В 1989 году в The New York Times появилась статья, в которой утверждалось, что Блох посещал в Вене проститутку и платил ей по 10 тыс. долларов за садомазохистский секс. В ФБР предположили, что это могло стать мотивом для вербовки Блоха, который в деньгах не нуждался (на тот момент его активы составляли порядка одного миллиона долларов), но мог опасаться компромата. Проститутку вызвали для дачи показаний перед большим жюри (Grand juries), но ничего не добились.

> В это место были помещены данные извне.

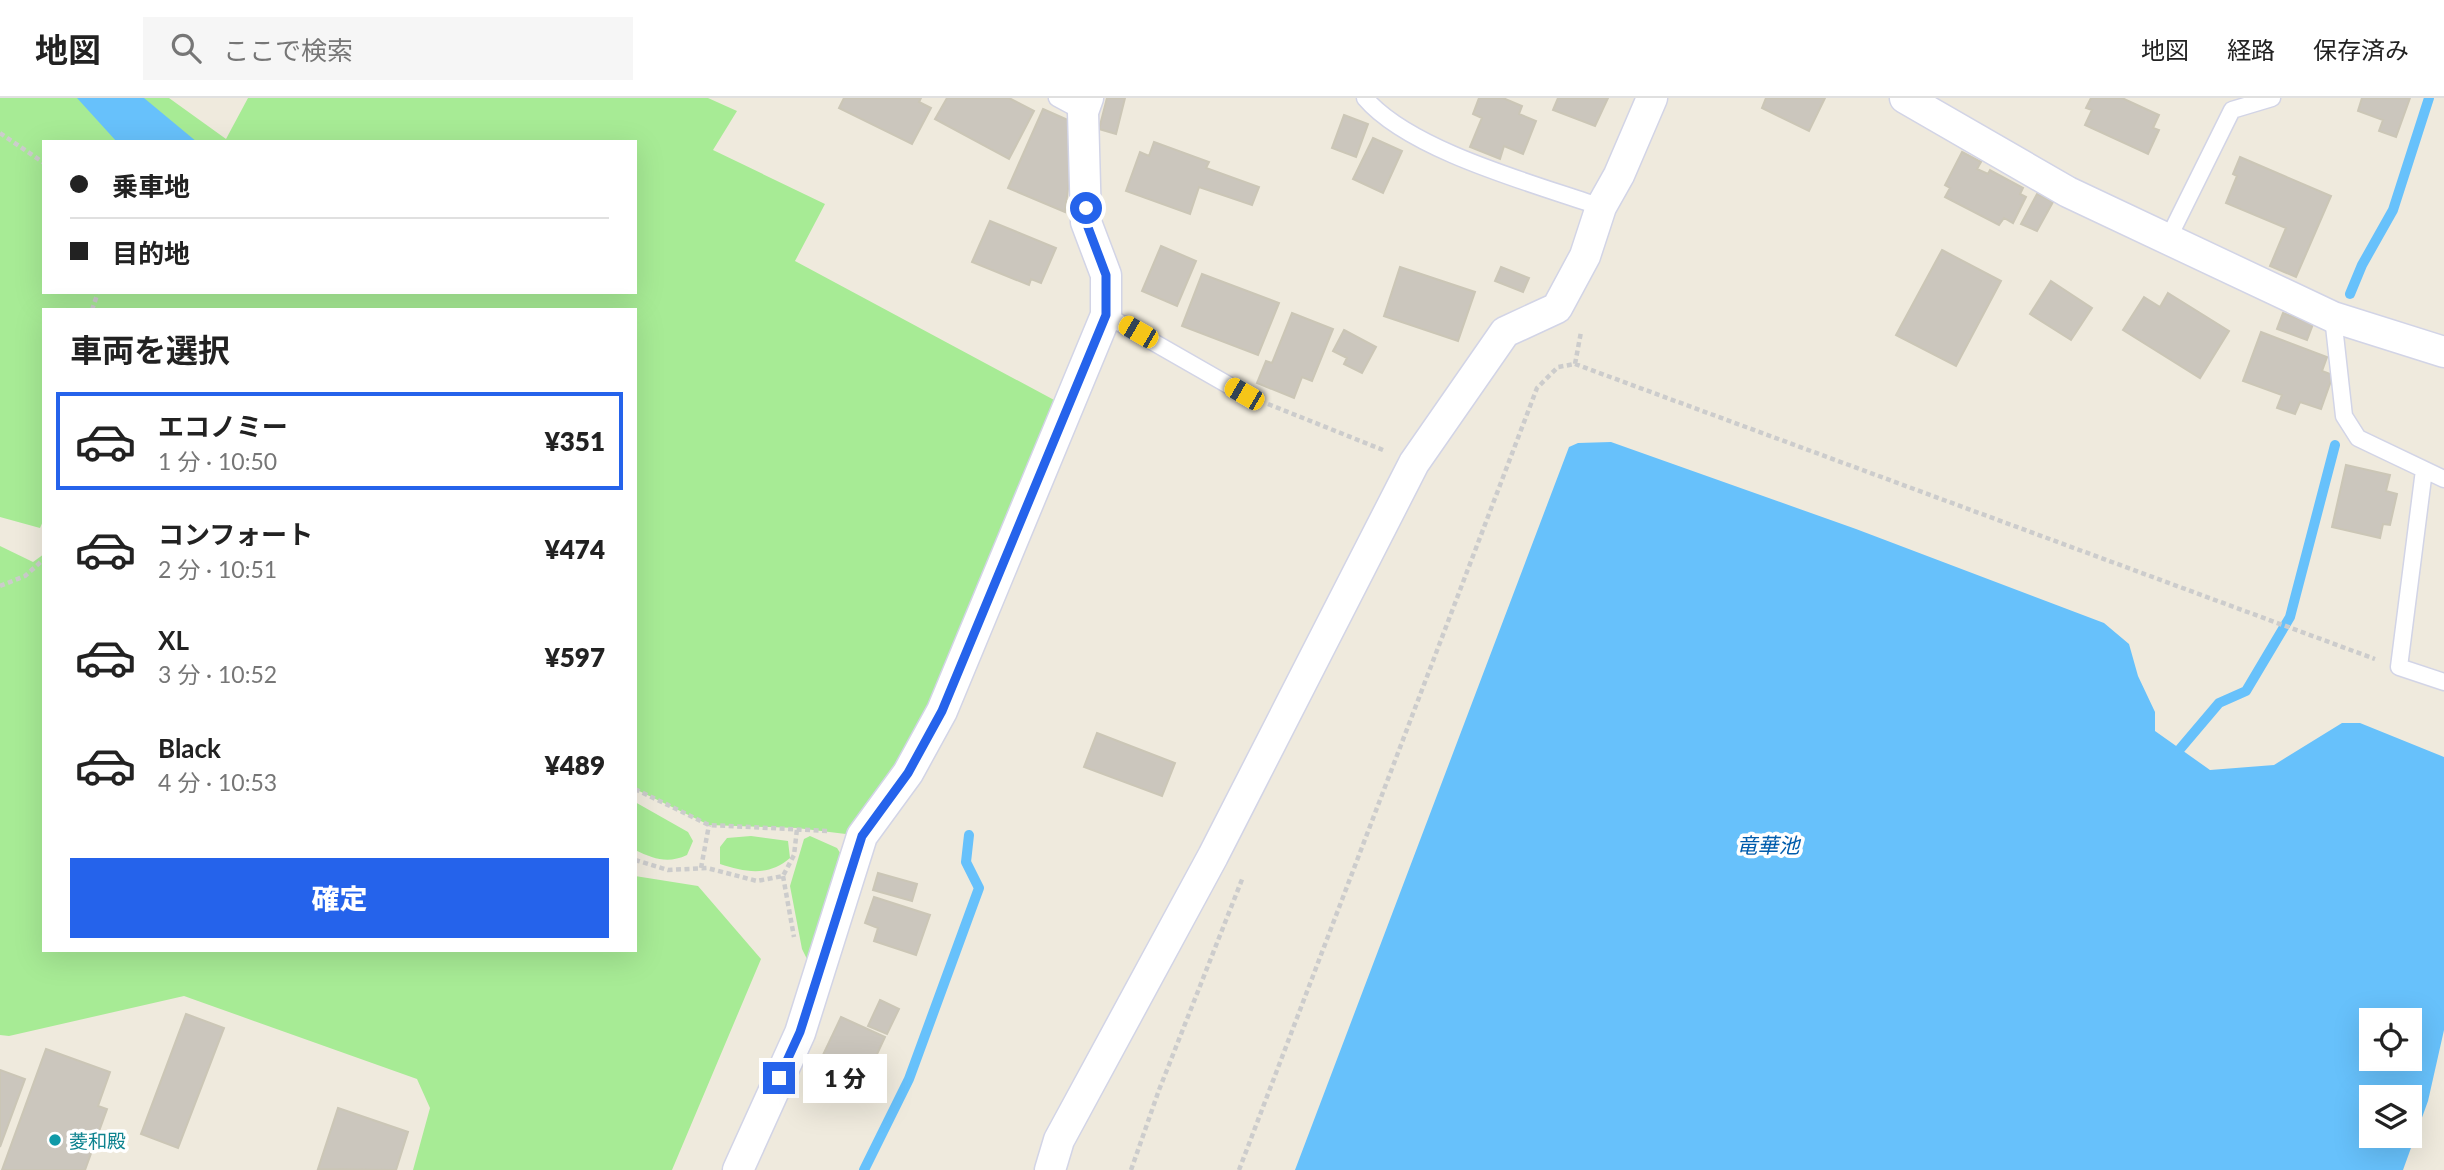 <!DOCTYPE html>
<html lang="ja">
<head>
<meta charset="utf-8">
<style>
	:root { --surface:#fff; --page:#f6f6f6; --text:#222; --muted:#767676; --line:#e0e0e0; --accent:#2563eb }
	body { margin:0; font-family:Lato,"Noto Sans JP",sans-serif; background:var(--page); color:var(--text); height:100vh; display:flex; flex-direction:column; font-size:26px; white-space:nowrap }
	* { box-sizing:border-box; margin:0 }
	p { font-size:23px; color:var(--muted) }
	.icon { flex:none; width:38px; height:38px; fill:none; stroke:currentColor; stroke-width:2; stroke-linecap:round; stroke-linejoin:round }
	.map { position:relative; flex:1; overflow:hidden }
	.sheet { position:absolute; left:42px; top:210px; width:595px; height:644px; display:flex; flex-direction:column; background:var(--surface); border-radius:0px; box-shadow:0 7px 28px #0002 }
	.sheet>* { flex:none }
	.banner { position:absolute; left:42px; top:42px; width:595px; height:154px; border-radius:0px; box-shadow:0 7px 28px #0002; display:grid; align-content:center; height:154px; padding:0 28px; background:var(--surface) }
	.tools { position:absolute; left:2359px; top:910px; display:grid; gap:14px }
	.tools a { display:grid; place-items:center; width:63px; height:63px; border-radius:0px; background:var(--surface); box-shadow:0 7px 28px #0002; font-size:35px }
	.end { position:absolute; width:32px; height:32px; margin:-16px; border:9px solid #2563eb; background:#fff; box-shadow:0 0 0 4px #fff }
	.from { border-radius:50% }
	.bubble { position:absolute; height:49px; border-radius:0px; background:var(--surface); box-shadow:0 7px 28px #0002; font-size:23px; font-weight:800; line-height:49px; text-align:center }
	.car { position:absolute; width:21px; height:42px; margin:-21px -10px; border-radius:9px; box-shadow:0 0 5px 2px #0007; background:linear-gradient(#f5c518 24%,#345 0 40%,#f5c518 0 76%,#345 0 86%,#f5c518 0) }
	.banner b { display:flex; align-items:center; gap:24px; height:66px; font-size:26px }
	.banner b+b { border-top:2px solid var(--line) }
	.banner i { width:18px; height:18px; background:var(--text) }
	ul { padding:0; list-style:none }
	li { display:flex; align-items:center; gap:21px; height:98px; margin:0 14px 10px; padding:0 14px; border:4px solid transparent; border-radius:0px }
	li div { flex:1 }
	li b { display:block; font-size:26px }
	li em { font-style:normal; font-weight:800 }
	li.selected { border-color:var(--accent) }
	li>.icon { width:63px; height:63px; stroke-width:1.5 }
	h2 { padding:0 28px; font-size:32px; line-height:84px }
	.action { display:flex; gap:14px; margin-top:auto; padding:14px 28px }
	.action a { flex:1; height:80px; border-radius:0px; background:var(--accent); color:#fff; font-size:28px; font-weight:800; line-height:80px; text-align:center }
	header { display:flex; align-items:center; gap:42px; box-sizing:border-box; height:98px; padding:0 35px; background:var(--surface); border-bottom:2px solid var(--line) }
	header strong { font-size:33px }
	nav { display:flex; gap:38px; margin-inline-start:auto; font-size:24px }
	.search { width:490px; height:63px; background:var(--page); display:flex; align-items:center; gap:18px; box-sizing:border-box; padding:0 24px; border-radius:0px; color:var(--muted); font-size:26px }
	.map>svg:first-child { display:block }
	.green { fill:#a7eb95; fill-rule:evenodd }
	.water { fill:#67c1fb; fill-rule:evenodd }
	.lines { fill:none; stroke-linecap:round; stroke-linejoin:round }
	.stream { stroke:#67c1fb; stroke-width:10 }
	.building { fill:#cbc6bd; stroke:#cbc6b6; stroke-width:2 }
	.lane-casing { stroke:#d2d4e6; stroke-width:19 }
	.street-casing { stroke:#d2d4e6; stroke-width:33 }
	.path { stroke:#ccc; stroke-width:4.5; stroke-dasharray:5 3.5; stroke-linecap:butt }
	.lane { stroke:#fff; stroke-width:16 }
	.street { stroke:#fff; stroke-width:30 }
	.route { stroke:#2563eb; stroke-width:9 }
	.culture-dot { fill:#0f9aa8; stroke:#fff; stroke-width:2.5 }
	.labels { text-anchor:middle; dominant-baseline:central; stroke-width:7; stroke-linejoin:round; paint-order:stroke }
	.culture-label { font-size:19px; fill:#0d838f; stroke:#fff; text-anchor:start }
	.water-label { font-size:21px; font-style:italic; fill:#005cac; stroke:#fff }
</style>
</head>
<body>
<header>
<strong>地図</strong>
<div class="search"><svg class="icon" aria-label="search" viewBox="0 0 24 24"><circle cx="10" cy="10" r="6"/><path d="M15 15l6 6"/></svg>ここで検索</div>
<nav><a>地図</a><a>経路</a><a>保存済み</a></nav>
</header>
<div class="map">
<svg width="2444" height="1072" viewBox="0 0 2444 1072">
	<rect width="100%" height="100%" fill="#efeadd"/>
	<path class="green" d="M0,0h169l57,41 22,-41h460l29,13 -24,39 112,54 -30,57 274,147 -127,303 -80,125 -65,-8 -88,-3 -74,-36v-479h-591v209l-4,9 -40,-11zM44,44h591v150h-591z
		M0,448l33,16 11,-8v396h591v-74l63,10 63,73 -89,211h-259l17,-62 -13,-29 -233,-83 -175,40 -9,-1z
		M635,704l53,30 5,9 -6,14c-19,9 -33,4 -52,-5z
		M751,738l37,5 2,17c-22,19 -45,14 -70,6v-17l7,-9z
		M810,738l27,12 7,11 -28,94 -9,6 -5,-10 -12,-63 14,-47z"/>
	<path class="water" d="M77,0h67l53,44h-80z
		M1611,344l245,87 248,94 25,21 9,32 17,36v19l55,39 64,-5 68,-42h18l84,34v273l-16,71 -25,69h-1108l274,-723 9,-4zM2371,922h39v39h-39zM2371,999h39v39h-39z"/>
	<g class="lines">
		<path class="stream" d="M2350,196l12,-29 31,-55 36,-112
			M2180,651l39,-46 27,-12 44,-74 45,-172
			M864,1072l45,-91 70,-191 -13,-26 3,-27"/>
	</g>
	<path class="building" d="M844,0h77l-2,4 12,6 -19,36 -73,-36z
		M947,0h62l25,13 -25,48 -74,-40z
		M1107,0h18l-9,36 -17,-5z
		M1479,0h24l19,8 -3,8 17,7 -13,33 -19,-8 -4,13 -30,-12 12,-29 -9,-4z
		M1558,0h50l-13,28 -42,-16z
		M1766,0h59l-16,33 -47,-23z
		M2091,0h31l37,17 -6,13 6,2 -11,24 -63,-29 7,-15 -6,-2z
		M2362,0h48l-14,39 -17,-6 4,-11 -25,-9z
		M1043,11l27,12 1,45 -6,46 -57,-24z
		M1344,17l24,9 -12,33 -24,-9z
		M1373,40l29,13 -19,42 -30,-14z
		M1154,44l55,20 -3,6 53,19 -7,18 -53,-18 -9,27 -64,-23 14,-39 9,4z
		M1962,54l19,10 -4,7 11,5 2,-4 33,18 -3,6 6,3 -13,26 -9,-5 -5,7 -54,-28 5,-9 -5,-3z
		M2240,59l91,39 -35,81 -26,-11 16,-38 -60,-25 11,-27 -4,-2z
		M2037,96l16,8 -16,29 -16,-7z
		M990,123l66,27 -15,35 -10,-4 -2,6 -57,-23z
		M1161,148l35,15 -19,45 -35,-15z
		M1942,152l59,31 -45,85 -60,-31z
		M1400,169l75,25 -17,49 -74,-25z
		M1501,169l28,11 -6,14 -28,-11z
		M1202,176l77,29 -21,52 -76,-29z
		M2051,183l41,27 -21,32 -41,-26z
		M2168,195l61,38 -29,47 -77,-48 21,-33 16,10z
		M1292,215l41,16 -21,52 -10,-4 -8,21 -37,-15 9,-22 6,2z
		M2283,215l30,11 -6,16 -30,-11z
		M1344,232l32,17 -14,26 -18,-9 3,-6 -14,-7z
		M2261,234l66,25 -5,14 11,4 -12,34 -21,-7 -5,12 -18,-6 5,-13 -39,-14z
		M2346,367l44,10 -4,16 11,3 -7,31 -7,-1 -3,14 -48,-11z
		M1097,635l78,30 -13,33 -78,-29z
		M878,775l39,11 -5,17 -39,-11z
		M874,799l56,18 -14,40 -42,-14 4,-13 -13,-5z
		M880,902l19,9 -12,25 -19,-8z
		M186,916l38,14 -46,120 -37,-14z
		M841,919l44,20 -19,41 -44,-21z
		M46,951l64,23 -12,34 9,3 -22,61h-83z
		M0,972l25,9 -25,68z
		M338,1010l70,24 -12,38 -78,-1z"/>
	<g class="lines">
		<g class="lane-casing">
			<path id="lane" d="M1057,0l26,14
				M1365,0c45,53 170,86 236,109
				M2168,141l64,-129 40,-12
				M1106,217l138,79
				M2333,219l11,99 14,22 86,41
				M2424,372l-25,197 45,15"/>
		</g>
		<g class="street-casing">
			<path id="street" d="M1905,0l163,94 265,125 111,35
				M738,1072l62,-137 62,-197 46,-63 34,-62 164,-396v-40l-20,-53 -3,-110 5,-14
				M1050,1072l9,-30 154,-284 201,-393 91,-131 52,-24 28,-52 16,-49 18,-32 33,-77"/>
		</g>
		<path class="path" d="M0,35l44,30
			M92,212l6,-18
			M1575,266l800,295
			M1268,306l115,46
			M0,488l25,-10 19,-17
			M635,691l74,36 120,6
			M635,762l33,10 39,-2 50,13 26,-5 11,-21 3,-26
			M701,770l8,-43
			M783,778l11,61
			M1131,1072l28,-80 84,-213
			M1239,1072l298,-782 21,-21 17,-3 6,-32"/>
		<use href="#lane" class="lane"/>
		<use href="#street" class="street"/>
	</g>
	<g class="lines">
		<path class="route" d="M779,980l21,-46 62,-196 46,-63 34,-62 164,-396v-40l-20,-53v-14"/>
	</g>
	<circle class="culture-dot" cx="55" cy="1042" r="7"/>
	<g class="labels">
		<g class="culture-label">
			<text x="69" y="1042">菱和殿</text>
		</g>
		<g class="water-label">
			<text x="1768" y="746">竜華池</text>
		</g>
	</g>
</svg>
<div class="tools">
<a><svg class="icon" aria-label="locate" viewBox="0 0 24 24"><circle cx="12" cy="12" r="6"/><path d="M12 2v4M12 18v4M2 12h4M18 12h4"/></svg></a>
<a><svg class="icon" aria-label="layers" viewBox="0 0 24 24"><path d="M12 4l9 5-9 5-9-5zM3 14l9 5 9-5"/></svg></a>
</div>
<i class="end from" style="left:1086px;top:110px"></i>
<i class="end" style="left:779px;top:980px"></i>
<div class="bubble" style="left:803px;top:956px;width:84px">1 分</div>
<i class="car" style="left:1138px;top:234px;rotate:300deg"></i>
<i class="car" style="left:1244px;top:296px;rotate:300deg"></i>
<div class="banner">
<b><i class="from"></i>乗車地</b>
<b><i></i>目的地</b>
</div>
<section class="sheet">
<h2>車両を選択</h2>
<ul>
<li class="selected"><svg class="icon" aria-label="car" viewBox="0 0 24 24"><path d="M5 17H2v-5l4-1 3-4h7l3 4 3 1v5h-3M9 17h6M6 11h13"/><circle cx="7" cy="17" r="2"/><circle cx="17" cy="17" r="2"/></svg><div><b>エコノミー</b><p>1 分 · 10:50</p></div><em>¥351</em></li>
<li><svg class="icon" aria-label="car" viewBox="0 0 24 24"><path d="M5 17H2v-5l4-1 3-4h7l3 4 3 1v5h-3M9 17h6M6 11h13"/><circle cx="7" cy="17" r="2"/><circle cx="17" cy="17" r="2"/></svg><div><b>コンフォート</b><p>2 分 · 10:51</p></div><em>¥474</em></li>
<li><svg class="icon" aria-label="car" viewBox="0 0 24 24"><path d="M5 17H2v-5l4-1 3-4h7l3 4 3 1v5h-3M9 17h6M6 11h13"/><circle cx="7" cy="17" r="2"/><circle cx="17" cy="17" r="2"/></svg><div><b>XL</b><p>3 分 · 10:52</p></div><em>¥597</em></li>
<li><svg class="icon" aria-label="car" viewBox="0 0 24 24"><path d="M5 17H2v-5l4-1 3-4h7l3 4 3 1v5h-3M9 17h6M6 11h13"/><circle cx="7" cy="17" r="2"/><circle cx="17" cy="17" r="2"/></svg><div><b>Black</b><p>4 分 · 10:53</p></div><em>¥489</em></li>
</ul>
<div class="action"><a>確定</a></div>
</section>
</div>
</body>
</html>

Однако сам по себе телефонный звонок Блоху был явным сигналом об опасности. Это означало, что в ФБР завёлся «крот», который знал о расследовании и предупредил Блоха. Следователи требовали от Блоха, чтобы он признался в шпионаже — но тщетно. Блох стоял на своём — речь шла о коллекционировании марок. В итоге его отстранили от работы. В течение следующих шести месяцев за ним неотступно следовала толпа агентов ФБР и репортёров, а за ними бежали мальчишки с криками: «Дяденька шпион!». В конце ноября 1989 года наблюдение было прекращено, и скандал в СМИ начал стихать. В феврале 1990 года Блох был уволен из Госдепа без пенсии. Он переехал в Северную Каролину, где, несмотря на своё состояние, устроился на работу кассиром в супермаркете, а позднее водителем автобуса. Дважды, в 1993 и 1994 годах, его арестовывали за кражу в магазине. Во втором случае Блох признал себя виновным и получил 30‑дневный условный срок. В интервью 2001 года владелец автобуса, на котором работал Блох, охарактеризовал его как прилежного работника. После ареста Ханссена вновь появились слухи о том, что Блоху будет предъявлено обвинение в шпионаже, но этого не произошло.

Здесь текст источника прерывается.